Futures linked to the Dow Jones Industrial Average jumped 844 points, or 2.6%. S&P 500 futures jumped 3%, while Nasdaq 100 futures rose more than 3.7%.
The Consumer Price Index, a broad measure of the costs of goods and services, rose only 0.4% for the month and 7.7% from last year. This was the lowest annual increase since January. Economists had expected increases of 0.6% and 7.9%, according to Dow Jones. Excluding volatile food and energy costs, core CPI rose 0.3% for the month and 6.3% year over year, also lower than expected.
“It definitely shows how much the markets are concerned, worried about and willing to act on the CPI if you get any kind of help here,” said John Briggs of NatWest. “It just brings up the idea of peak inflation, peak Fed … the Fed will slow and peak instead of continuing to rise aggressively at 75 basis points like every time.”
Treasury returns It fell after the CPI report, with the 10-year Treasury yield falling more than 18 basis points to 3.946%, below the key 4% level. The two-year Treasury yield fell more than 23 basis points to 4.395%.
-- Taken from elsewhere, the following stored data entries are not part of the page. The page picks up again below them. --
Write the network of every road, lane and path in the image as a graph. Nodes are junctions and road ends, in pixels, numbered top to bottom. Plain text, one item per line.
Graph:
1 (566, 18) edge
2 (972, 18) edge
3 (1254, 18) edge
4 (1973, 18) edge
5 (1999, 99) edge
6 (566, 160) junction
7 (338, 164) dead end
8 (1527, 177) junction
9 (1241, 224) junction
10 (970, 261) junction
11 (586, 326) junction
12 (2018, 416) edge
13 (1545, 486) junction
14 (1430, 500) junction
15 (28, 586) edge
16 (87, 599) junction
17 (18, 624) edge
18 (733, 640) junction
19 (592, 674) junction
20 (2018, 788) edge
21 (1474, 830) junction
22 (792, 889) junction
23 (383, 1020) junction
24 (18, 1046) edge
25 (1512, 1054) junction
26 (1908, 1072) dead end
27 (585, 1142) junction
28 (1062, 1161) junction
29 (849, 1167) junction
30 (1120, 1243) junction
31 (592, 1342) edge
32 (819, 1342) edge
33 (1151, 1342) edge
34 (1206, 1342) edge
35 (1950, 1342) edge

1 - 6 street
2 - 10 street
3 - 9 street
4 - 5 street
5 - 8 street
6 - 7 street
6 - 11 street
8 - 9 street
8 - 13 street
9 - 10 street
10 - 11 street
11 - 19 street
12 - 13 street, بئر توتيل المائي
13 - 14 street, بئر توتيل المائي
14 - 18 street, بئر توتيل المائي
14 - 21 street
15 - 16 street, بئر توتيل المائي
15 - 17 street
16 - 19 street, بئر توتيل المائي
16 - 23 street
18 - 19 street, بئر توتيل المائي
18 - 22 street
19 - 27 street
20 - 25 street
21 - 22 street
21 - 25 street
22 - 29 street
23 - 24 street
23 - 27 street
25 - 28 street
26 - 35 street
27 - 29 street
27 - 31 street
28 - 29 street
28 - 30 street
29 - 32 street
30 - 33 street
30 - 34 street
Technology stocks, which were the hardest hit this year with higher inflation and rates, led the gains in pre-market trading. Nvidia and Tesla shares rose more than 5%. Salesforce jumped 4%. Apple earned 3%.
Semiconductor stocks got a boost, with shares of Lam Research, KLA and Applied Materials each rising more than 5%.
follow loss day With the Dow Jones down 646.89 points, or 1.95%. The Nasdaq Composite and S&P 500 are down nearly 2.5% and about 2.1%, respectively.
The declines came amid uncertainty caused by the US midterm elections. The market had hoped that Republicans would take overall control of the House and Senate on Tuesday – a situation that would create a stalemate in Washington, D.C. In fact, the race in the Senate between Raphael Warnock, the current Democrat, and Herschel Walker will do Head to the run-off in December.
Stocks’ woes worsened late Wednesday after cryptocurrency exchange Binance said it was Reversing plans to acquire rival FTX. This led to a decline in the technology sector and a decline Bitcointo the lowest level last seen in 2020.